I’m pretty sure my brother and sister never dreamed I’d still be writing this blog when they first talked me into starting it all those years ago. But, I guess I showed them! And they also showed me… that sometimes you need to take good advice from the people that know you best. When I started out here, I decided I would share whatever crafty or creative project I was working on at the time, and I would see how it went and just write until I ran out of ideas. Still waiting for that day, but it hasn’t happened yet!

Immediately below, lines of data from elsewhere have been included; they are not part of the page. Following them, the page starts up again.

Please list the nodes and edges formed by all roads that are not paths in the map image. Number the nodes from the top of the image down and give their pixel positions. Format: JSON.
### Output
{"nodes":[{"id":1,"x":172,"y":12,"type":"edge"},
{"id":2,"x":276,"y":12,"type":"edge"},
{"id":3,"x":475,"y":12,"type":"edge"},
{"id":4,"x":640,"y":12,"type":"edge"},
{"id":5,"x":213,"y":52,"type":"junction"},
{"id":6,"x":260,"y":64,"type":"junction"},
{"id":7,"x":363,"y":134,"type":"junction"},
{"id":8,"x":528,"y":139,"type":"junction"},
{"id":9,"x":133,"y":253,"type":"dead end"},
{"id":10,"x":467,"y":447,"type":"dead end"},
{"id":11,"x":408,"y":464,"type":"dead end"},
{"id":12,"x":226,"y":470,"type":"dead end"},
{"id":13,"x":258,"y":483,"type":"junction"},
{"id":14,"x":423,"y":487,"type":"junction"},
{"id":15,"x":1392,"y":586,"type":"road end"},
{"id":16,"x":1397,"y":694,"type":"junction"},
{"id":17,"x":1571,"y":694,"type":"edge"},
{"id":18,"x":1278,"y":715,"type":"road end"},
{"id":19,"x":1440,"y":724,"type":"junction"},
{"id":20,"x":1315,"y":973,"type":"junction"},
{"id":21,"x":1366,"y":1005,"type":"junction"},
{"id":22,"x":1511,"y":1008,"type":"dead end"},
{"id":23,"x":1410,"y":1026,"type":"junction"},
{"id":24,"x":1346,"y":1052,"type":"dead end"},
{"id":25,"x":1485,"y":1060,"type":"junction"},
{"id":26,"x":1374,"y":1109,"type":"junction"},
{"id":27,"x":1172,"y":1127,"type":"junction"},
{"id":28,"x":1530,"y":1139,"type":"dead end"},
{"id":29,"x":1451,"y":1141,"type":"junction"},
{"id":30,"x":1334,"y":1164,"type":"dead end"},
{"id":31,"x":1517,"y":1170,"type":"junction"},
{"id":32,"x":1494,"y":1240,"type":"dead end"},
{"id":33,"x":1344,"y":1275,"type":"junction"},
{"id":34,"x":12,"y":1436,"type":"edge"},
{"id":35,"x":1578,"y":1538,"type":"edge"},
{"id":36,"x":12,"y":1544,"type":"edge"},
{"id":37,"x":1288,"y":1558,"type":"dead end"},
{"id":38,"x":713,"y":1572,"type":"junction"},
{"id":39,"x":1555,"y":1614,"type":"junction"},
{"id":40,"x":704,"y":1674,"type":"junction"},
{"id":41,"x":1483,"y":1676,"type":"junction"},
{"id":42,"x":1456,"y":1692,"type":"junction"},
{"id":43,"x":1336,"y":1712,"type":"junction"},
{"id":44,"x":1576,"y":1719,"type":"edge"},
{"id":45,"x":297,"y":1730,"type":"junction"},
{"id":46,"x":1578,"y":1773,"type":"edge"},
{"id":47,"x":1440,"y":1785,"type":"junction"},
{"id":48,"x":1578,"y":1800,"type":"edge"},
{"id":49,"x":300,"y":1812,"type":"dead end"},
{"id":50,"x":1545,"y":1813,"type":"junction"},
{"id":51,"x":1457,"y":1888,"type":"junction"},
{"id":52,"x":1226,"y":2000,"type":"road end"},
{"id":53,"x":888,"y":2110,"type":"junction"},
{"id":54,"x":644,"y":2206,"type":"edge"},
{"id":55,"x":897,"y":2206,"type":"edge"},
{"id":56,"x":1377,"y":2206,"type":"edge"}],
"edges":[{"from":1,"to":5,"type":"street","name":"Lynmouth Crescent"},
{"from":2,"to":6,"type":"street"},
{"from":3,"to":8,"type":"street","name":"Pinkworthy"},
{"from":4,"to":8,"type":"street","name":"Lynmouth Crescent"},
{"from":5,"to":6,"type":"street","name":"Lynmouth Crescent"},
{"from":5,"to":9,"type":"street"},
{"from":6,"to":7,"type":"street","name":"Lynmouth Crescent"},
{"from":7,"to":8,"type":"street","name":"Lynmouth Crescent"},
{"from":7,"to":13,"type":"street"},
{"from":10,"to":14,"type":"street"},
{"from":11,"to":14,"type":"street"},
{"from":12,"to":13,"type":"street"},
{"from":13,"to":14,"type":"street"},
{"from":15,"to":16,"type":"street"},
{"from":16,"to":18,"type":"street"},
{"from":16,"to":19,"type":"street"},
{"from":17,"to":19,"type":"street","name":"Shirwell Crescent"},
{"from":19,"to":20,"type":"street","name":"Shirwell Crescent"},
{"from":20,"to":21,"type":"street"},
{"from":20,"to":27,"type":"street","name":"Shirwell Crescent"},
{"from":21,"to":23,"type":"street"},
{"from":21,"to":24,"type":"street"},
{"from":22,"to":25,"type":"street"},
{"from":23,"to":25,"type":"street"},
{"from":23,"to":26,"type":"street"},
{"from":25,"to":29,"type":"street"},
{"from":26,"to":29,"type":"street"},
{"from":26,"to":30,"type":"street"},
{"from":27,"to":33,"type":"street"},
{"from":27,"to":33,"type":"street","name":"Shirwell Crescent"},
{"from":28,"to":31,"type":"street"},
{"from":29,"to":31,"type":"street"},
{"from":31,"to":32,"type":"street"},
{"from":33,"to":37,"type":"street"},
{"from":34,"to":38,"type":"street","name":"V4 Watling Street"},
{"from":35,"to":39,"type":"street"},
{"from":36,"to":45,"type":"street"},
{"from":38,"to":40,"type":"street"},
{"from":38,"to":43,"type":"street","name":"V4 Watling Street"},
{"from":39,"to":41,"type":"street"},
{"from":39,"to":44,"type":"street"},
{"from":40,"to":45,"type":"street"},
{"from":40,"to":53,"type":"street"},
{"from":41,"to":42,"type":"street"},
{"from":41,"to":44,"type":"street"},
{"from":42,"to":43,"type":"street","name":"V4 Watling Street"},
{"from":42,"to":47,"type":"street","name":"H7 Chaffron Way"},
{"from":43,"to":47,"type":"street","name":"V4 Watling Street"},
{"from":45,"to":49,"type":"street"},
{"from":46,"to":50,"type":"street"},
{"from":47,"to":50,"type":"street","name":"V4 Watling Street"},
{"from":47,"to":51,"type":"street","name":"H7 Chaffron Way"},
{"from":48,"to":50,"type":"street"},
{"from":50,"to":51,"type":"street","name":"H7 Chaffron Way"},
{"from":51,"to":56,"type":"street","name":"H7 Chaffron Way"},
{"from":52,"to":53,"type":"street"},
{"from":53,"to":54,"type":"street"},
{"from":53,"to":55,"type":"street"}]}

When I wrote the first post, we had just moved into this house, which was practically empty because the economy had tanked about the time we were halfway through building. Since not many other people were building much during that time, we were able to get the house done in great time, but business was tight and my husband really wanted to freeze all our spending as soon as it was done, so we furnished the house with just the bare minimum. I began shopping at thrift stores here and there for $10 tables and $5 chairs, and making them over into pieces I loved, each with their own story, which I shared here on the blog.
And then I would write about the parties we would have, and you met some of the real life people we’ve shared our lives with. And then I began writing about being a mom to my 4 very different kids, and now you’ve watched 2 of them grow up and go to college. Then there was my best friend’s cancer, and the beginning of Pray for Me Monday, where I’ve really gotten to know who some of you sitting on the other side of this screen really are.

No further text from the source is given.